- Date: 9–15 May
- Edition: 77th
- Category: Tier I
- Draw: 56S / 28D
- Prize money: $300,000
- Surface: Clay / outdoor
- Location: West Berlin, West Germany
- Venue: Rot-Weiss Tennis Club

Champions

Singles
- Steffi Graf

Doubles
- Isabelle Demongeot Nathalie Tauziat
- ← 1987 · WTA German Open · 1989 →

= 1988 WTA German Open =

The 1988 WTA German Open was a women's tennis tournament played on outdoor clay courts at the Rot-Weiss Tennis Club in West Berlin, West Germany that was part of Tier I of the 1988 WTA Tour.

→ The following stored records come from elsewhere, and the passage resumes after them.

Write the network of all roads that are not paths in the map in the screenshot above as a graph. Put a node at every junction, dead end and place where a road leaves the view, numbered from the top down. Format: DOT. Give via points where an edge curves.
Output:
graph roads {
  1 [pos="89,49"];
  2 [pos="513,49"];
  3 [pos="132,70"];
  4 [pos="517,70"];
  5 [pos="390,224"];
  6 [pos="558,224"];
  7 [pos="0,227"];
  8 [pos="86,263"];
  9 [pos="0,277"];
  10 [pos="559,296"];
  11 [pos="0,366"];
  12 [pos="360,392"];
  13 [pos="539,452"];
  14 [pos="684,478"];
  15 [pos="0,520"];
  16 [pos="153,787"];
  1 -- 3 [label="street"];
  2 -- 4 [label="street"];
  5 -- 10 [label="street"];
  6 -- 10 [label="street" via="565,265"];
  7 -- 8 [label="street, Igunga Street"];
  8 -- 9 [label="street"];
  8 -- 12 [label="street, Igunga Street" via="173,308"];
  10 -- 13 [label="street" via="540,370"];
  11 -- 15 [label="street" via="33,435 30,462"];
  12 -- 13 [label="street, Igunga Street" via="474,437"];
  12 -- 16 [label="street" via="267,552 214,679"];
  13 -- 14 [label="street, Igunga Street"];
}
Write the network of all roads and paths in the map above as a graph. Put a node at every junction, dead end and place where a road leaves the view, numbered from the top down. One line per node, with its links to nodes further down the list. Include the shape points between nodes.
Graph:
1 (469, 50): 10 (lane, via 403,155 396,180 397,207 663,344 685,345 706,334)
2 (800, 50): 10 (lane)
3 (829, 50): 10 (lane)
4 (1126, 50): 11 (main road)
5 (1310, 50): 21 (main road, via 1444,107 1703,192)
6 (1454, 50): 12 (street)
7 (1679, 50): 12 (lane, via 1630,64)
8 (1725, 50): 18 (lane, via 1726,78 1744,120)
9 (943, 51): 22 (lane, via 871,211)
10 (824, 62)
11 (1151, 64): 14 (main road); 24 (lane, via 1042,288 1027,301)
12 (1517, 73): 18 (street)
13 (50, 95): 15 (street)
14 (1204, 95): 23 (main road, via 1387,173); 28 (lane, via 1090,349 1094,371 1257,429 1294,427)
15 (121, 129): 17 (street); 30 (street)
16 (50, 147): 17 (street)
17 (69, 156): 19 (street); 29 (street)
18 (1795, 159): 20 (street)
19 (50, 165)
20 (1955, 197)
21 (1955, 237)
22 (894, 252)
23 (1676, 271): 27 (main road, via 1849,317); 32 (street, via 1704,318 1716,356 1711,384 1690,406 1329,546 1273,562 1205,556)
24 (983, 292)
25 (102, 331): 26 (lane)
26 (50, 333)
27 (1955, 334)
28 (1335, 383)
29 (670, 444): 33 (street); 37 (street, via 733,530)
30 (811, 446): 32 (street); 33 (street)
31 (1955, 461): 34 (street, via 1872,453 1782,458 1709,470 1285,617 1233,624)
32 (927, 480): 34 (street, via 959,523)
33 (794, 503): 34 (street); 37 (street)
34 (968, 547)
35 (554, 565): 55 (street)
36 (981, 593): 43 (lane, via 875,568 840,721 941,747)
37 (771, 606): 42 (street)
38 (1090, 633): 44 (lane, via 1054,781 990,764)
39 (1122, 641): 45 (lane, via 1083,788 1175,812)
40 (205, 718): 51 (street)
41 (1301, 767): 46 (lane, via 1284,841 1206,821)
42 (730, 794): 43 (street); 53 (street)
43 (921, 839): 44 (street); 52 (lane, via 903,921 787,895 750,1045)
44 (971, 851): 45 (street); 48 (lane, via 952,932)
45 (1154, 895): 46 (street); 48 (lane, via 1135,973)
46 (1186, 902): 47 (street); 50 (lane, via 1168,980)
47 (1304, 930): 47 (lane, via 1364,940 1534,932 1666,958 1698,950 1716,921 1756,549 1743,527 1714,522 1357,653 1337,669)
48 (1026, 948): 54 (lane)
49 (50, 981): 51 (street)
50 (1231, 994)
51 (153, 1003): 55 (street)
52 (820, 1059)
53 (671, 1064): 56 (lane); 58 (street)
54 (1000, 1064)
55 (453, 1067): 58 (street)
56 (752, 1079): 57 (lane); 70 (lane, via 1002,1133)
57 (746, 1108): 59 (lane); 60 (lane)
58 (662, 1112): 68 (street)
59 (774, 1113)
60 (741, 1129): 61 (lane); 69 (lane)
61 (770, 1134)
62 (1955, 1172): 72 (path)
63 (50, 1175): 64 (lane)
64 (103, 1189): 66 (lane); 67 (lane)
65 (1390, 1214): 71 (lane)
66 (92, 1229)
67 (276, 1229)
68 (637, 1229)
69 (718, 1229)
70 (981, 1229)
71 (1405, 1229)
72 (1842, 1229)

It was the 77th edition of the tournament and was held from 9 May through 15 May 1988. First-seeded Steffi Graf won her third consecutive singles title at the event.

==Finals==
===Singles===

FRG Steffi Graf defeated CSK Helena Suková 6–3, 6–2
- It was Graf's 4th singles title of the year and the 23rd of her career.

===Doubles===

FRA Isabelle Demongeot / FRA Nathalie Tauziat defeated FRG Claudia Kohde-Kilsch / CSK Helena Suková 6–2, 4–6, 6–4
- It was Demongeot's 1st title of the year and the 2nd of her career. It was Tauziat's 1st title of the year and the 2nd of her career.